Quote the data below in full, please, without altering anything.

==*==

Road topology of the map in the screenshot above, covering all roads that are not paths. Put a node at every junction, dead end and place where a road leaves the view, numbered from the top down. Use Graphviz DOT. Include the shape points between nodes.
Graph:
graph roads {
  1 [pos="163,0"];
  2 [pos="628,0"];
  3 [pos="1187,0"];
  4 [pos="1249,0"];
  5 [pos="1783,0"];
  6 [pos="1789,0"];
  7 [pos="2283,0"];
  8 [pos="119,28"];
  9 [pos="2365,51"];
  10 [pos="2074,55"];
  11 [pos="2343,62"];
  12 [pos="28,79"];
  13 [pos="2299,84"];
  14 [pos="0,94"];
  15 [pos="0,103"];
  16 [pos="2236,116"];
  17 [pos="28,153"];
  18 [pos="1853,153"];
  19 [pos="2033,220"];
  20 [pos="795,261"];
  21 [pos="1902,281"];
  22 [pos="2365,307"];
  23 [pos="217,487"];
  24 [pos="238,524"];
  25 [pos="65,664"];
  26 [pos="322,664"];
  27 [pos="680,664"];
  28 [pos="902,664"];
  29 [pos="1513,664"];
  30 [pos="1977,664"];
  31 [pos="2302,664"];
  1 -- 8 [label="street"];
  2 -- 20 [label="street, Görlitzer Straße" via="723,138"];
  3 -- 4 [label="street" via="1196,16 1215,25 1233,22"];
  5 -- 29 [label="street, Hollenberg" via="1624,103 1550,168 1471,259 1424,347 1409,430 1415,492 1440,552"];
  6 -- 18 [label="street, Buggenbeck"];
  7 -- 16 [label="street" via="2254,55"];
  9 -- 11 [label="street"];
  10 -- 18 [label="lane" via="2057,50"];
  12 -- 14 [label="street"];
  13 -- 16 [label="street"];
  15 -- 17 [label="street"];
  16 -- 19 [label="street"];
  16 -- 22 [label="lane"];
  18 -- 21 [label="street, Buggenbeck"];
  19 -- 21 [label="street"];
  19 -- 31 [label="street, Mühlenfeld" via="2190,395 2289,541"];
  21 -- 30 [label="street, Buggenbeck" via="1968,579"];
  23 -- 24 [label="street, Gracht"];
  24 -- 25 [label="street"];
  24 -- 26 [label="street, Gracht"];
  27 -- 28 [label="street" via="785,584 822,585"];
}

==*==

SOLUTION BELOW:
Road topology of the map in the screenshot above, covering all roads that are not paths. Put a node at every junction, dead end and place where a road leaves the view, numbered from the top down. Use Graphviz DOT. Include the shape points between nodes.
Graph:
graph roads {
  1 [pos="163,0"];
  2 [pos="628,0"];
  3 [pos="1187,0"];
  4 [pos="1249,0"];
  5 [pos="1783,0"];
  6 [pos="1789,0"];
  7 [pos="2283,0"];
  8 [pos="119,28"];
  9 [pos="2365,51"];
  10 [pos="2074,55"];
  11 [pos="2343,62"];
  12 [pos="28,79"];
  13 [pos="2299,84"];
  14 [pos="0,94"];
  15 [pos="0,103"];
  16 [pos="2236,116"];
  17 [pos="28,153"];
  18 [pos="1853,153"];
  19 [pos="2033,220"];
  20 [pos="795,261"];
  21 [pos="1902,281"];
  22 [pos="2365,307"];
  23 [pos="217,487"];
  24 [pos="238,524"];
  25 [pos="65,664"];
  26 [pos="322,664"];
  27 [pos="680,664"];
  28 [pos="902,664"];
  29 [pos="1513,664"];
  30 [pos="1977,664"];
  31 [pos="2302,664"];
  1 -- 8 [label="street"];
  2 -- 20 [label="street, Görlitzer Straße" via="723,138"];
  3 -- 4 [label="street" via="1196,16 1215,25 1233,22"];
  5 -- 29 [label="street, Hollenberg" via="1624,103 1550,168 1471,259 1424,347 1409,430 1415,492 1440,552"];
  6 -- 18 [label="street, Buggenbeck"];
  7 -- 16 [label="street" via="2254,55"];
  9 -- 11 [label="street"];
  10 -- 18 [label="lane" via="2057,50"];
  12 -- 14 [label="street"];
  13 -- 16 [label="street"];
  15 -- 17 [label="street"];
  16 -- 19 [label="street"];
  16 -- 22 [label="lane"];
  18 -- 21 [label="street, Buggenbeck"];
  19 -- 21 [label="street"];
  19 -- 31 [label="street, Mühlenfeld" via="2190,395 2289,541"];
  21 -- 30 [label="street, Buggenbeck" via="1968,579"];
  23 -- 24 [label="street, Gracht"];
  24 -- 25 [label="street"];
  24 -- 26 [label="street, Gracht"];
  27 -- 28 [label="street" via="785,584 822,585"];
}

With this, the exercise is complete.